L'intelligence italiana è al lavoro da settimane per sbrogliare la matassa libica, dopo la decisione del generale Khalifa Haftar di non interrompere i bombardamenti e l'avanzata verso Tripoli contro il governo di unità nazionale di Fayez Al Sarraj. E se il presidente Giuseppe Conte ha dato rassicurazioni ieri alla Camera sull'operatività della nostra ambasciata e sul nostro contingente militare, sul campo si sta consumando una vera e propria battaglia tra spie. L'obiettivo dell'Italia, ripetuto dallo stesso Conte e dal ministro della Difesa Elisabetta Trenta, è la stabilizzazione del Paese. «Non servono prove di forza o azioni dimostrative di alcune genere», ha spiegato la Trenta. La preoccupazione è comunque alta, sia per la situazione umanitaria, con possibili nuove ondate migratorie verso le nostre coste, sia perché a rischio ci sono interessi economici rilevanti, con la presenza di Eni, il nostro colosso petrolifero. Non a caso la relazione del numero uno dell'Aise (servizio segreto estero) Luciano Carta al Copasir prevista per venerdì è stata anticipata a ieri sera. Il tutto avviene dopo la notizia data da Repubblica di un incontro riservato lunedì scorso tra Conte e emissari di Haftar, tra cui anche il figlio del generale. A organizzarlo con successo è stato il vice Aise Giovanni Caravelli, da cinque anni alla guida delle operazioni in Libia.

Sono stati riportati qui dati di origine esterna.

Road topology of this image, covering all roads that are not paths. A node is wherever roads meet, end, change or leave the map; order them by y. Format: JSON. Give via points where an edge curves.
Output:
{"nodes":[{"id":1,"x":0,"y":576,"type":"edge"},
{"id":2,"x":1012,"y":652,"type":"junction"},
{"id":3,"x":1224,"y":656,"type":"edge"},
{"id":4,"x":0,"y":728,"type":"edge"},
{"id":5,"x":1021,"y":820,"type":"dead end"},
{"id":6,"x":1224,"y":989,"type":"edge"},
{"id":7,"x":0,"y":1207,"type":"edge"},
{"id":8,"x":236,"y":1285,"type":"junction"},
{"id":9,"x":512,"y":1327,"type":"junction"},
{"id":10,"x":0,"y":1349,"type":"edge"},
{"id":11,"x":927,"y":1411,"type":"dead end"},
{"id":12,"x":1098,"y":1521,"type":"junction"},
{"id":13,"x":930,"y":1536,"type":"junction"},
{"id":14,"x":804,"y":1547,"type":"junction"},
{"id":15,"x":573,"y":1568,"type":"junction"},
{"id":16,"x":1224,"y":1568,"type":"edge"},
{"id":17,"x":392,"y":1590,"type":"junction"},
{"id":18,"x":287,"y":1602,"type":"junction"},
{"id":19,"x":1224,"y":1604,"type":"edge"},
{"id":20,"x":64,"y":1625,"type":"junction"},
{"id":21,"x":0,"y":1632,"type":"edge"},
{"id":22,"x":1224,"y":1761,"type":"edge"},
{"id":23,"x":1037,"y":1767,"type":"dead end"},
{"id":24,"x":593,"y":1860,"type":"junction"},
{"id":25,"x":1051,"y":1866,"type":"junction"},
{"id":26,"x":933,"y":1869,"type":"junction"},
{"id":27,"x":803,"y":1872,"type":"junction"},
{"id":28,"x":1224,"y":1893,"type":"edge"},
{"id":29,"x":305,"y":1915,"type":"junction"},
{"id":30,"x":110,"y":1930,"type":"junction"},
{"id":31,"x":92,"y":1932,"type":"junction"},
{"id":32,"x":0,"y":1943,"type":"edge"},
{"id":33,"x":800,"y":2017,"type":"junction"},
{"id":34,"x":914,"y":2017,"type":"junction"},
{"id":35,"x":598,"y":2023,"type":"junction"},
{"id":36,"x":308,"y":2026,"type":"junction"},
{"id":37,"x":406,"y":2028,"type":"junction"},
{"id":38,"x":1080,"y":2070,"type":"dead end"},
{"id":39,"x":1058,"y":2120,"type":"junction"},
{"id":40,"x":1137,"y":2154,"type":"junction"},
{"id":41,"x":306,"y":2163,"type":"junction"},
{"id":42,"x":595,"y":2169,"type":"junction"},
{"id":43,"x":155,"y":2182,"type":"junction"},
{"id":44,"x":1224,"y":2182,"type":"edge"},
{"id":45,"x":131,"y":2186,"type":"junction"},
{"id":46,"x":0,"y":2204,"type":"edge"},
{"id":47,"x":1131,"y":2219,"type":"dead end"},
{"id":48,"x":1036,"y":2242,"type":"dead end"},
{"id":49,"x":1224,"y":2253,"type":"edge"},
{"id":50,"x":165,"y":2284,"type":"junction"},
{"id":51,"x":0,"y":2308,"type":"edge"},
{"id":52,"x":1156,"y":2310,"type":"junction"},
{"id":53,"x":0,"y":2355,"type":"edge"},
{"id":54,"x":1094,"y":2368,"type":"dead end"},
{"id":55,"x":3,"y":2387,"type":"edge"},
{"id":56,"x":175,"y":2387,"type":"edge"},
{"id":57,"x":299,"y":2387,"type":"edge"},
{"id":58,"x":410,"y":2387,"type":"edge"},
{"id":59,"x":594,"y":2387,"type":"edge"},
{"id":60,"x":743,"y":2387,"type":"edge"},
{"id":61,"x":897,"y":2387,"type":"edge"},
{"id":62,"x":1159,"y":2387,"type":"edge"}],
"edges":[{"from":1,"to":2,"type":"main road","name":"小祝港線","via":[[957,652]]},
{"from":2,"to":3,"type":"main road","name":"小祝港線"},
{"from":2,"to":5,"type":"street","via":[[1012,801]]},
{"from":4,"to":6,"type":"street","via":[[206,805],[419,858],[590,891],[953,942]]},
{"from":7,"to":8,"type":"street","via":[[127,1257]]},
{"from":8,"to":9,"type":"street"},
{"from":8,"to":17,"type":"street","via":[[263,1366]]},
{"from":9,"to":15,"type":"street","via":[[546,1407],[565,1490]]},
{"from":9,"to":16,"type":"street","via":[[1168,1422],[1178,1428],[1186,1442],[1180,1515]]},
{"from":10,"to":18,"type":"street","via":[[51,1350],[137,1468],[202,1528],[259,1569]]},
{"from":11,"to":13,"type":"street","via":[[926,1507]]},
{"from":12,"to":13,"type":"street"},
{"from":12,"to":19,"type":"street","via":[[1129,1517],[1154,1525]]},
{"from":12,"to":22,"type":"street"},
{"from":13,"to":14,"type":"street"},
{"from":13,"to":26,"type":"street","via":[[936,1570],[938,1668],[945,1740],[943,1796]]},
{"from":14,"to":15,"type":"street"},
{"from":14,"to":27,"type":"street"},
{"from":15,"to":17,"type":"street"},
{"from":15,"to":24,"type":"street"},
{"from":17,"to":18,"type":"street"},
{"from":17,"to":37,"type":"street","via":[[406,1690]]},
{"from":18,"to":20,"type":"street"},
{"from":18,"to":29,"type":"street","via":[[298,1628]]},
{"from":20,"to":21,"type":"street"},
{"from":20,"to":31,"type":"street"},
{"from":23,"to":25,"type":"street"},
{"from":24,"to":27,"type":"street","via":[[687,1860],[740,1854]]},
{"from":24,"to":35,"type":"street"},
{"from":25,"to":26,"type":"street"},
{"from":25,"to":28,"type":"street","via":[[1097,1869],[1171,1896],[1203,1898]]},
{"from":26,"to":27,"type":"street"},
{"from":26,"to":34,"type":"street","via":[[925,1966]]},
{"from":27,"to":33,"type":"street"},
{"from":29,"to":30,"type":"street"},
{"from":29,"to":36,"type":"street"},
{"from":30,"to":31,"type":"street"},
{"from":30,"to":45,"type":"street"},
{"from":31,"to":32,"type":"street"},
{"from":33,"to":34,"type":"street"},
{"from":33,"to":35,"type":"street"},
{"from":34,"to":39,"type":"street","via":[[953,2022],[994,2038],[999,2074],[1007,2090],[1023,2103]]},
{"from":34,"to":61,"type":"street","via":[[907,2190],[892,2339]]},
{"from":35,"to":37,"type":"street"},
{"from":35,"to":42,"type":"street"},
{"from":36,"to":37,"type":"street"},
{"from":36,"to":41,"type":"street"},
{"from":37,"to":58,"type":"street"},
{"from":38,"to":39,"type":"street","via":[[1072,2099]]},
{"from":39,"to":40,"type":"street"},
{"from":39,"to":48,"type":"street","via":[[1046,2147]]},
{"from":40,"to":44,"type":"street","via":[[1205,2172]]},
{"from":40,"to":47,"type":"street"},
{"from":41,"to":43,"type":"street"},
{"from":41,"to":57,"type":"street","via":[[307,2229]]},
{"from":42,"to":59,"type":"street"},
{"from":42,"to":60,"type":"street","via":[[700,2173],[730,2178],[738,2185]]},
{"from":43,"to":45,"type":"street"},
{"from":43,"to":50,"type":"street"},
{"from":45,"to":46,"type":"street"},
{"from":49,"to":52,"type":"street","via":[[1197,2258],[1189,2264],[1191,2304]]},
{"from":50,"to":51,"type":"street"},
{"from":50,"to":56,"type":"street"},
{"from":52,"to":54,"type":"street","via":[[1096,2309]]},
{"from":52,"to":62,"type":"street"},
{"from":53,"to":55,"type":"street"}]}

Fonti diplomatiche la definiscono appunto «una situazione molto delicata a causa la massiccia presenza di servizi segreti francesi» sul territorio libico. Non è una novità. Dal momento che la Dgse - Direction générale de la sécurité extérieure - diretta da Bernard Emie, ex ambasciatore transalpino in Algeria, opera ormai da tempo in Libia, con una certa costanza dalla fine del regno di Muammar Gheddafi. Lavora a stretto contatto con Stati uniti e Gran Bretagna, ma soprattutto con diplomatici degli Emirati Arabi Uniti, nello specifico Aref Ali Nayed, ambasciatore libico a Abu Dhabi. In più hanno ottimi rapporti con l'Egitto. Non ci sono dati certi su quanto sia corposo il contingente di 007 francesi o di possibili forze speciali al seguito, tra Legione straniera o altre divisioni dell'esercito. Si è spesso parlato di almeno 150 uomini, ma non ci sono dati ufficiali. Di sicuro c'è quello che raccontò il quotidiano Le Monde nel 2016 in un'inchiesta, dove si spiegava che la Dgse, su decisione dell'ex premier Francois Hollande, stesse portando avanti attacchi mirati e segreti contro l'Isis, lo stato islamico. Altro non si sa. L'anno scorso il sito Occhi della Guerra spiegava che gli 007 francesi avevano sì una funzione anti Isis, ma allo stesso tempo si ritrovavano spesso vicini alle azioni militari di Haftar, anche «perché stanziati nella base aerea di Benina, ad est di Bengasi, quartier generale di quello che viene soprannominato il «baffo forte della Cirenaica». Secondo il premier Conte «il personale militare italiano presente in Libia non è stato evacuato. I nostri interessi sul terreno sono parimenti tutelati. Monitoriamo naturalmente di ora in ora le condizioni di sicurezza nel Paese».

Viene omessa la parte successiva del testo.